Olive Griffith Stull

Olive Griffith Stull (Davis) (February 10, 1905 June 15, 1969) was an American herpetologist.

Stull was born in Rochester, New York. She married Loy Davis in 1930, one year after completing her degree at the University of Michigan. She worked in the field of veterinary medicine and contributed to research in a variety of fields. Her appointments included fellowships at Harvard's Museum of Comparative Zoology and at her alma mater, where she was a student of Alexander Grant Ruthven. She published an important revision of the colubrid snake genus Pituophis,[1] and is the author of the species Pituophis ruthveni whose name honours her professor at Michigan.

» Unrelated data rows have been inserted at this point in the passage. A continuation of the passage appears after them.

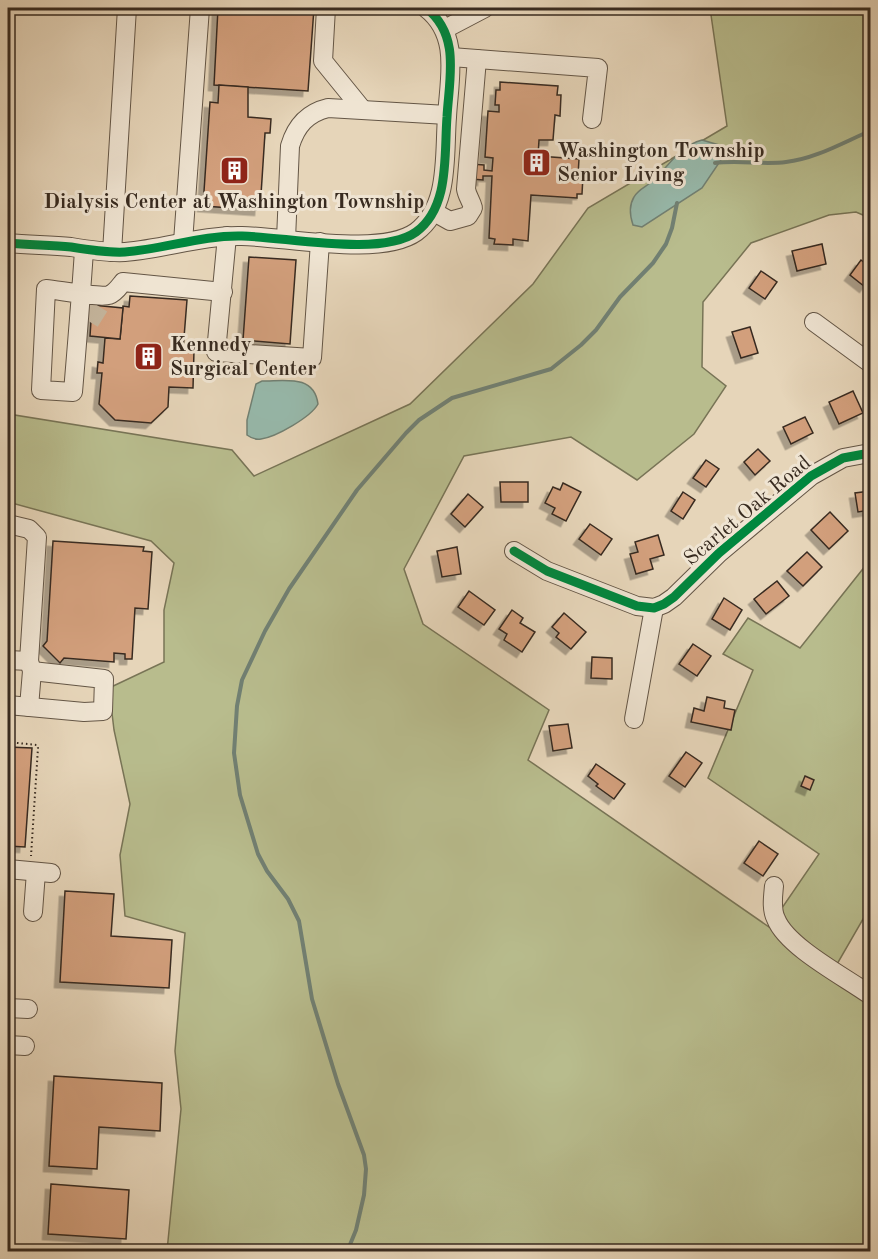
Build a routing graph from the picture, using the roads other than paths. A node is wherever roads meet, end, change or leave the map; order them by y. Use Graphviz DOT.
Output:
graph roads {
  1 [pos="127,8"];
  2 [pos="200,8"];
  3 [pos="326,8"];
  4 [pos="426,8"];
  5 [pos="485,8"];
  6 [pos="445,29"];
  7 [pos="451,57"];
  8 [pos="477,59"];
  9 [pos="362,109"];
  10 [pos="447,115"];
  11 [pos="592,119"];
  12 [pos="434,212"];
  13 [pos="227,236"];
  14 [pos="286,239"];
  15 [pos="183,242"];
  16 [pos="320,242"];
  17 [pos="8,243"];
  18 [pos="84,250"];
  19 [pos="112,252"];
  20 [pos="223,292"];
  21 [pos="81,293"];
  22 [pos="814,322"];
  23 [pos="870,363"];
  24 [pos="870,453"];
  25 [pos="8,524"];
  26 [pos="514,551"];
  27 [pos="654,608"];
  28 [pos="8,660"];
  29 [pos="31,666"];
  30 [pos="8,705"];
  31 [pos="29,707"];
  32 [pos="634,719"];
  33 [pos="8,868"];
  34 [pos="774,886"];
  35 [pos="33,912"];
  36 [pos="870,995"];
  37 [pos="8,1008"];
  38 [pos="28,1009"];
  1 -- 19 [label="street"];
  2 -- 15 [label="street"];
  3 -- 9 [label="street"];
  4 -- 6 [label="street"];
  5 -- 6 [label="street"];
  6 -- 7 [label="street"];
  7 -- 8 [label="street"];
  7 -- 10 [label="street"];
  8 -- 11 [label="street"];
  8 -- 12 [label="street"];
  9 -- 10 [label="street"];
  9 -- 14 [label="street"];
  10 -- 12 [label="street"];
  12 -- 16 [label="street"];
  13 -- 14 [label="street"];
  13 -- 15 [label="street"];
  13 -- 20 [label="street"];
  14 -- 16 [label="street"];
  15 -- 19 [label="street"];
  16 -- 20 [label="street"];
  17 -- 18 [label="street"];
  18 -- 19 [label="street"];
  18 -- 21 [label="street"];
  20 -- 21 [label="street"];
  21 -- 21 [label="street"];
  22 -- 23 [label="street"];
  24 -- 27 [label="street, Scarlet Oak Road"];
  25 -- 29 [label="street"];
  26 -- 27 [label="street"];
  27 -- 32 [label="street"];
  28 -- 29 [label="street"];
  29 -- 31 [label="street"];
  29 -- 31 [label="street"];
  30 -- 31 [label="street"];
  33 -- 35 [label="street"];
  34 -- 36 [label="street"];
  37 -- 38 [label="street"];
}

In a review of her revision in Copeia, Klauber was critical of her indiscriminate acceptance of reported localities of specimens in the genus.[2]

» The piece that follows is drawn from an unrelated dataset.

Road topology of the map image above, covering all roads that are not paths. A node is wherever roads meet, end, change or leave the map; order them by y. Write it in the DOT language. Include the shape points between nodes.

Stull also described a subspecies, Python curtus brongersmai, a commercially harvested snake of the Malay peninsula.[3] She conducted research in a variety of other areas, most notably into the physiology and distribution of snakes. Her works include papers on the taxonomy of Serpentes and she is the author of descriptions of many species.[4] She was later employed as an agent of the USDA to investigate the diseases of poultry and avian leukosis.[4]

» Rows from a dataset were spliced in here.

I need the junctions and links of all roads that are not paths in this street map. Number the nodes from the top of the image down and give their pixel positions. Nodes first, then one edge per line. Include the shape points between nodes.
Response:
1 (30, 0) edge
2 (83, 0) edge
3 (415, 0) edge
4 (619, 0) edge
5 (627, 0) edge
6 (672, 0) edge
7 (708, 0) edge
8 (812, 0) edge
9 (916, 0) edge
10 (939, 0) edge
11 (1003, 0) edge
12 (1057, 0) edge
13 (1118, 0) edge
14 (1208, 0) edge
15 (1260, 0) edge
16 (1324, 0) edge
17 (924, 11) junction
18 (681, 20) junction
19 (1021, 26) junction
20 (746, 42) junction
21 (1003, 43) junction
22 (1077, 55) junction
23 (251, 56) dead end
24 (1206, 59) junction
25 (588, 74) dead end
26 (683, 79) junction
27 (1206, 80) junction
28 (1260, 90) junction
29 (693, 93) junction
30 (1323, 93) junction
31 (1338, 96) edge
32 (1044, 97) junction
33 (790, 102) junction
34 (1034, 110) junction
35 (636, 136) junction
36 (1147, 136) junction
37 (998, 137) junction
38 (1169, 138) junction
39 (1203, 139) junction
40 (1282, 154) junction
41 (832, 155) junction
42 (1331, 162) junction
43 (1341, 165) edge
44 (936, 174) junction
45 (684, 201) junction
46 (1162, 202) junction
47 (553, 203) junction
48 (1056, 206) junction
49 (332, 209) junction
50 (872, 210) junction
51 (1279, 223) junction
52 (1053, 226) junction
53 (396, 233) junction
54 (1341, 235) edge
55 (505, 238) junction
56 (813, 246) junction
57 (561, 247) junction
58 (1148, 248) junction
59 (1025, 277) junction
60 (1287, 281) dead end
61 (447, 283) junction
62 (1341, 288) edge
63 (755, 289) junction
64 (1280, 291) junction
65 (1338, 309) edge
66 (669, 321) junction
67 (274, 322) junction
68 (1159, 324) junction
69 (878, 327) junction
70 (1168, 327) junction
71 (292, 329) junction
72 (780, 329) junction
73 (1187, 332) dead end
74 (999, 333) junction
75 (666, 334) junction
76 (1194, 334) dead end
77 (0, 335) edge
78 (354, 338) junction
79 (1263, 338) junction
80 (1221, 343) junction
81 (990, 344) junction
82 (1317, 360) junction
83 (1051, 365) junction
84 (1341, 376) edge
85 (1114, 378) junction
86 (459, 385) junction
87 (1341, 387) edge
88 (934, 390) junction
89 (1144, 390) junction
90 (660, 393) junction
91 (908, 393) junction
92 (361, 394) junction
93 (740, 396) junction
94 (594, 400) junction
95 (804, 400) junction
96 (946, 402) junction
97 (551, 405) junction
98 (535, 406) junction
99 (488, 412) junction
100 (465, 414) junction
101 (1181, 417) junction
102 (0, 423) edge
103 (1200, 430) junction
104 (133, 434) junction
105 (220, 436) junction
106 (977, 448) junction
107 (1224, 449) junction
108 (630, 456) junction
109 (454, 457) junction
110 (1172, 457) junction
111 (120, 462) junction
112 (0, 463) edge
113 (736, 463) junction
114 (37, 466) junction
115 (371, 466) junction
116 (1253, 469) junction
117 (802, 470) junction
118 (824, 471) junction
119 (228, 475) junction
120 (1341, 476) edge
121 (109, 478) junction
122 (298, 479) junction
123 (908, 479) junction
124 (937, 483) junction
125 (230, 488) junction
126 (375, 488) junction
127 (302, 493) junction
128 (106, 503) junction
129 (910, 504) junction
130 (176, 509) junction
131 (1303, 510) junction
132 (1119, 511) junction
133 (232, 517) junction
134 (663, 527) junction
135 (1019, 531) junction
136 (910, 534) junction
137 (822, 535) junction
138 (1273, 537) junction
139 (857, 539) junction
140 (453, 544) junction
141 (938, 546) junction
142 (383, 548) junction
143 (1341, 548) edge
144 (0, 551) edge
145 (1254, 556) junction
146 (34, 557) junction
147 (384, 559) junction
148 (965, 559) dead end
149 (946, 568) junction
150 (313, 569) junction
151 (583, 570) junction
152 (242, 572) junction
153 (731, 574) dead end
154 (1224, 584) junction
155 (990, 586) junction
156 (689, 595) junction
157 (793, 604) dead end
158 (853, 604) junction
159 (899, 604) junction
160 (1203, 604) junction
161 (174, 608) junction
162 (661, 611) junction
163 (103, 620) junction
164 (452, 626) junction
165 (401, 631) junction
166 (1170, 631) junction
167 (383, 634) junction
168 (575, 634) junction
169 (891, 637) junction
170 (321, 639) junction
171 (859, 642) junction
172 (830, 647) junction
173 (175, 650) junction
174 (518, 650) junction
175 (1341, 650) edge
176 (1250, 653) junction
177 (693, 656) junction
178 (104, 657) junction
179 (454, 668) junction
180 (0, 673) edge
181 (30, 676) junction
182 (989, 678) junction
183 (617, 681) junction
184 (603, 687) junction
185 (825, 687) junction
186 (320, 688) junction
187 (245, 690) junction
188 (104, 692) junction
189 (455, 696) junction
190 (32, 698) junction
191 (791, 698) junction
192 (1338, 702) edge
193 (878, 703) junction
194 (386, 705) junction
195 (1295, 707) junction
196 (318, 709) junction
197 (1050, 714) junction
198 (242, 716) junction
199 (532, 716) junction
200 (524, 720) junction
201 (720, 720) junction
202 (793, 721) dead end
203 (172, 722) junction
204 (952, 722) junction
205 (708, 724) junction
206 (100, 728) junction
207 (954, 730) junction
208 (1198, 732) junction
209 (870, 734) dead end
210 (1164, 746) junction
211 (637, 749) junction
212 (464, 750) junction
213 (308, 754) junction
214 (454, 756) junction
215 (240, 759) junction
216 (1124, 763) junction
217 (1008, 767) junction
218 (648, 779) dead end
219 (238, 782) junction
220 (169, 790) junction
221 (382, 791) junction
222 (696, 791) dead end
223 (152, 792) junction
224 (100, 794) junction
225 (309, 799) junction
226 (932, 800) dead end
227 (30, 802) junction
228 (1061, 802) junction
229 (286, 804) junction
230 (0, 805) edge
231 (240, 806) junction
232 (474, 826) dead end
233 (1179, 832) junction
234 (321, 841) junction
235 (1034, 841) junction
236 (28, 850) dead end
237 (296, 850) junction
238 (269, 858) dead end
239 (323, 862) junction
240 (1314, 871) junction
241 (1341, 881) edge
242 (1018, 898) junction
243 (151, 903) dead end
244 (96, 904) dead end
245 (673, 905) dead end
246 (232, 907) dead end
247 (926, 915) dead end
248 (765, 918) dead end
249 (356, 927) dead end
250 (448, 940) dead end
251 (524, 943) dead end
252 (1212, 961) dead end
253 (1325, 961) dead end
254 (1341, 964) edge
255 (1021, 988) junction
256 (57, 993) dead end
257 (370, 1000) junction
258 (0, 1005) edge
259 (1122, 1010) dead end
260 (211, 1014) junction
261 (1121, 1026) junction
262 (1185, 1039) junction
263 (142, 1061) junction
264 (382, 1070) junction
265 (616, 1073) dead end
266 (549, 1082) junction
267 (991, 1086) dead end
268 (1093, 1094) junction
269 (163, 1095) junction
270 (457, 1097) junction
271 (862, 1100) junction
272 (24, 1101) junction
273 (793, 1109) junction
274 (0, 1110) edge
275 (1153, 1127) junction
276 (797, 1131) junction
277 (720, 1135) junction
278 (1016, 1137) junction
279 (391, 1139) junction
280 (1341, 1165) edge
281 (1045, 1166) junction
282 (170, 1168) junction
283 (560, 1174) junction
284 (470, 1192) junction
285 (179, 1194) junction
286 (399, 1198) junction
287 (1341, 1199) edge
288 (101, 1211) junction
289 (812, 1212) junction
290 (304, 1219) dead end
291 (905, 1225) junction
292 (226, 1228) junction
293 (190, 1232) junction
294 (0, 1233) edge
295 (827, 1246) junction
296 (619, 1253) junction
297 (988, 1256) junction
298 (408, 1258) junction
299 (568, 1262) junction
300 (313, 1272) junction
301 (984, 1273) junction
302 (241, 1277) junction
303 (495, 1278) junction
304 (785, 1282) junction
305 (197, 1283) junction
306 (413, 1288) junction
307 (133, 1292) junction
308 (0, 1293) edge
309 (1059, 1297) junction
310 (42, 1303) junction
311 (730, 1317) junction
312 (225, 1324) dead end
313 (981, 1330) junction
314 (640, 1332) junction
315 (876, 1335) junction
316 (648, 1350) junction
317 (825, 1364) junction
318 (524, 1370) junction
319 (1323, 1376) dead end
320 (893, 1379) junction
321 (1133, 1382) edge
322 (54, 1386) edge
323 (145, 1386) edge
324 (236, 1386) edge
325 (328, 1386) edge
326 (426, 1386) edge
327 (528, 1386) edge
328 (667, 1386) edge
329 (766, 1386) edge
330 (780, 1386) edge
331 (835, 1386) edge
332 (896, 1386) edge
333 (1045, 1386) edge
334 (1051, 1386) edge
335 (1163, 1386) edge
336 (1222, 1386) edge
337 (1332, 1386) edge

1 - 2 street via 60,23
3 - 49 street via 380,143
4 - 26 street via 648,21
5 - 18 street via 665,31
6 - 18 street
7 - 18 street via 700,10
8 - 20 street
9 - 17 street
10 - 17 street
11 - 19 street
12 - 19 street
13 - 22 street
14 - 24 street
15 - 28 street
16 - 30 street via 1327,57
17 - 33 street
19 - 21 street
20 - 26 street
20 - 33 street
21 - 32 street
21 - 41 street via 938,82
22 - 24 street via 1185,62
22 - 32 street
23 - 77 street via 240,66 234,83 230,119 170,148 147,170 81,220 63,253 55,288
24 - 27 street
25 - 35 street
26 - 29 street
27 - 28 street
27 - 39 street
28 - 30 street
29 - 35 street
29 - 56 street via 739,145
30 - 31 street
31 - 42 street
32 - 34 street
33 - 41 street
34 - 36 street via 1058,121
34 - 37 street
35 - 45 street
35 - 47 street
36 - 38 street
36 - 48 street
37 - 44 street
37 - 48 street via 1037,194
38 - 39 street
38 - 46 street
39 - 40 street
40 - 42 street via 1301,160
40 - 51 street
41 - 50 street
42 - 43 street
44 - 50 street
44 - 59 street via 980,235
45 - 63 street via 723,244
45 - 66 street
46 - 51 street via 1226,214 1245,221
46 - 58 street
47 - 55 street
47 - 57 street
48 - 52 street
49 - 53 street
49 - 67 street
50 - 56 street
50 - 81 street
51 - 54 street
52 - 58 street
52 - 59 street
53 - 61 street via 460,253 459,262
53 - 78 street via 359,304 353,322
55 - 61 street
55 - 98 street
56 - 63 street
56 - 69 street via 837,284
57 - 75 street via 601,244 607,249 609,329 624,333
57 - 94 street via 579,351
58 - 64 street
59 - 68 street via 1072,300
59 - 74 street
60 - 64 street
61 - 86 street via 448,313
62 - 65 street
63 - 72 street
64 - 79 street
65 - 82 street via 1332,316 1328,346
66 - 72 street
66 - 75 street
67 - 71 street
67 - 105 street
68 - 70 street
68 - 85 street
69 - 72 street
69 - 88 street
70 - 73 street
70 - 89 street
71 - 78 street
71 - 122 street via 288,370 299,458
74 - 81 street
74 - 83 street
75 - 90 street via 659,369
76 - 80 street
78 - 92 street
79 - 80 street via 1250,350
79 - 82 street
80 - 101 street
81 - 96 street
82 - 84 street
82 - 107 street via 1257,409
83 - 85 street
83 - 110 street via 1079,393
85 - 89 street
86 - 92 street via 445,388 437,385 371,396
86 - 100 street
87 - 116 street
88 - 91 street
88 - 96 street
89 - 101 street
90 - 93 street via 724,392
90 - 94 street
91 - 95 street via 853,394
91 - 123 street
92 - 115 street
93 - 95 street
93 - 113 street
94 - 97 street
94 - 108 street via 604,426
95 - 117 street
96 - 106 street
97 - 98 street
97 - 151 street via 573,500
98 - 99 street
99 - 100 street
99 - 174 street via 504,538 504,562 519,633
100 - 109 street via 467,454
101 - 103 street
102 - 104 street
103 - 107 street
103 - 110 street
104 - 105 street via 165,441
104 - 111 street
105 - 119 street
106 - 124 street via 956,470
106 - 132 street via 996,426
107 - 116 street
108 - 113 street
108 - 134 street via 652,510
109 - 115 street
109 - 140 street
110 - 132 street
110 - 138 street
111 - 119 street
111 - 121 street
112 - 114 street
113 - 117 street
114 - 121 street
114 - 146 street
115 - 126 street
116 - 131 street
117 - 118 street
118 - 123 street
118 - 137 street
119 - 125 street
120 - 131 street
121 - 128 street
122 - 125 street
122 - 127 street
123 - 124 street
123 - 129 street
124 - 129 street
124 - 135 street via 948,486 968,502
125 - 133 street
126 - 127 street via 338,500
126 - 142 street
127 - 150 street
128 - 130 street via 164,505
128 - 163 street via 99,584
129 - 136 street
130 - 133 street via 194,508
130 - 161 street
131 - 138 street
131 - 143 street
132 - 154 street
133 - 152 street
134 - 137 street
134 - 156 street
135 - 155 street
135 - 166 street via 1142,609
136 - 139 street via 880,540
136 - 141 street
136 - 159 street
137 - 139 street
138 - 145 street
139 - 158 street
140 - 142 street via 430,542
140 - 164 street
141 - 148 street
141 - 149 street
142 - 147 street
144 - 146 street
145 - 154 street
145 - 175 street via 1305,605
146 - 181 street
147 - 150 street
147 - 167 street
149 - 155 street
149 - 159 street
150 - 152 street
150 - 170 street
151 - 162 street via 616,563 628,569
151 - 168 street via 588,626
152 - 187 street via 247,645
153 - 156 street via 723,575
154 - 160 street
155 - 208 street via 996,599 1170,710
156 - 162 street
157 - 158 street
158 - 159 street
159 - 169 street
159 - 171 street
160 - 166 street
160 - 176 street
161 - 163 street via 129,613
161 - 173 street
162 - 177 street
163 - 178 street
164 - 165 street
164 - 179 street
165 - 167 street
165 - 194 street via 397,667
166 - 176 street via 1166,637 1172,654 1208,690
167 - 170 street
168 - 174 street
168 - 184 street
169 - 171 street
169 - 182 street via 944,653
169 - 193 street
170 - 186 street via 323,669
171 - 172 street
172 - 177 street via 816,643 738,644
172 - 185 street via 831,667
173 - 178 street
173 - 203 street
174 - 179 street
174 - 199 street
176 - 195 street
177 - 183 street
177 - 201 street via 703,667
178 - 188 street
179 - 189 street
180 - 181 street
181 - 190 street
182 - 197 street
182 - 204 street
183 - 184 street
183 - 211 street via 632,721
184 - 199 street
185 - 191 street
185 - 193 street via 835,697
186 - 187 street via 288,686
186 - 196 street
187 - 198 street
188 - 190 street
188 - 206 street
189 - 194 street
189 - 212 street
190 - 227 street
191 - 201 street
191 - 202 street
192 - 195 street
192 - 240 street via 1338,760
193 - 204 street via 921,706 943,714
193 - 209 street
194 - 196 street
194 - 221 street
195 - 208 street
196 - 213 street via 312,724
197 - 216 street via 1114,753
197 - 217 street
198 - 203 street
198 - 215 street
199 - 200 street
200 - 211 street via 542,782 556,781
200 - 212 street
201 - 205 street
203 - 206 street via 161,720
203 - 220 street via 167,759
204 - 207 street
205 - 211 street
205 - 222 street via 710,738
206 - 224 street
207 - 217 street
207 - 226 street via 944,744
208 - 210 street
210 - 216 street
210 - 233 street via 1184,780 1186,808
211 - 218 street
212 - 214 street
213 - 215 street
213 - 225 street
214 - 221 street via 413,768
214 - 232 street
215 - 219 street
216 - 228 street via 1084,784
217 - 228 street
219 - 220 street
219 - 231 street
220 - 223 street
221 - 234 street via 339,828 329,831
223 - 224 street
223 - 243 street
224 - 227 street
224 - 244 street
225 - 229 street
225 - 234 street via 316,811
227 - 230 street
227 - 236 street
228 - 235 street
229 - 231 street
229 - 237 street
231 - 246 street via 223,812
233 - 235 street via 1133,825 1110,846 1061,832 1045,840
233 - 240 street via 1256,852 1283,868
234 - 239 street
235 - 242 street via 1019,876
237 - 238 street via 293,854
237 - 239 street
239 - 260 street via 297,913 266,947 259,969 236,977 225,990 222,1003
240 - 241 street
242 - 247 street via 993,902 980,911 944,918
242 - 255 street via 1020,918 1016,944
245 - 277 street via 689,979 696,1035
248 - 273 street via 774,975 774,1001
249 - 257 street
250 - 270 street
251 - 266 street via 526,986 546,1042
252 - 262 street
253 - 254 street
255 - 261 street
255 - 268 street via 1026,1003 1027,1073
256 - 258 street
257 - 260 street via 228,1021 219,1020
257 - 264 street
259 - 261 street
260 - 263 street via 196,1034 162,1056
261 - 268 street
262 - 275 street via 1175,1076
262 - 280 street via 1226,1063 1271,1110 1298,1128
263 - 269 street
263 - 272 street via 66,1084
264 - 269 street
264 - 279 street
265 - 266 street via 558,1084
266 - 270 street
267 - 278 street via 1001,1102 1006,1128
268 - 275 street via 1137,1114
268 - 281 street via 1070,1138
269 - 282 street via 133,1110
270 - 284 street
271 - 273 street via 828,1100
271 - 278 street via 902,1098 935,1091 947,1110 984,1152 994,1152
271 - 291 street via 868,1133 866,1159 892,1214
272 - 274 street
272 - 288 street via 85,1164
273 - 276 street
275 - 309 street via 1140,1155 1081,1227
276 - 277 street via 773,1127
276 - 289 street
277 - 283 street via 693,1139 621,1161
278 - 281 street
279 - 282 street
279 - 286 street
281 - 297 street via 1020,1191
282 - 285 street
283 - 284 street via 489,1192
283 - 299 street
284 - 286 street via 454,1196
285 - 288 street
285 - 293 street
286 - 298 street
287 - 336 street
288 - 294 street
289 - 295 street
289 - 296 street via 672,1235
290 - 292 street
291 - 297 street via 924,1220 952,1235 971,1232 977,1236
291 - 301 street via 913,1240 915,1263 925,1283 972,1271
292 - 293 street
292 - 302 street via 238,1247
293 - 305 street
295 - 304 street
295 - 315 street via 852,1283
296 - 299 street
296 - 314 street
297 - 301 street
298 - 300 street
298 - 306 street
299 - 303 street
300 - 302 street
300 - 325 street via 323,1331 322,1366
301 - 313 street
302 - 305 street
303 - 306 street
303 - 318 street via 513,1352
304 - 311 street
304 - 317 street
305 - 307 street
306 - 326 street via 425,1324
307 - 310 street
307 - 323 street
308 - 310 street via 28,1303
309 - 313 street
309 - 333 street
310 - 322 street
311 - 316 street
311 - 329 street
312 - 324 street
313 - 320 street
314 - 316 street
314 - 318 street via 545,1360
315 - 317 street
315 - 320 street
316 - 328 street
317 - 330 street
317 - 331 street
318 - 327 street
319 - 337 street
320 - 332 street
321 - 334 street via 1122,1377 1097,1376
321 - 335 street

The abbreviation Stull is used in zoological nomenclature for citations of this author.

References

  1. Variations and relationships in the snakes of the genus Pituophis. Bulletin of the United States National Museum (175): 1-225
  2. Fitch, Henry. "Gopher snakes, Bullsnakes and Pine Snakes" (PDF). Journal of Kansas Herpetology. Kansas Herpetological Society (17): 16. ISSN 1540-773X.
  3. Keogh, J. S.; Barker, D.; Shine, R. (2001). "Heavily exploited but poorly known: systematics and biogeography of commercially harvested pythons (Python curtus group) in Southeast Asia (abstract)". Biological Journal of the Linnean Society. 73 (1): 113. doi:10.1111/j.1095-8312.2001.tb01350.x. Archived from the original on 2013-01-05.
  4. Ogilvie, Marilyn Bailey; Joy Dorothy Harvey (2000). The Biographical Dictionary of Women in Science: Pioneering Lives from Ancient Times to the Mid-20th Century. Taylor & Francis. p. 333. ISBN 0-415-92039-6.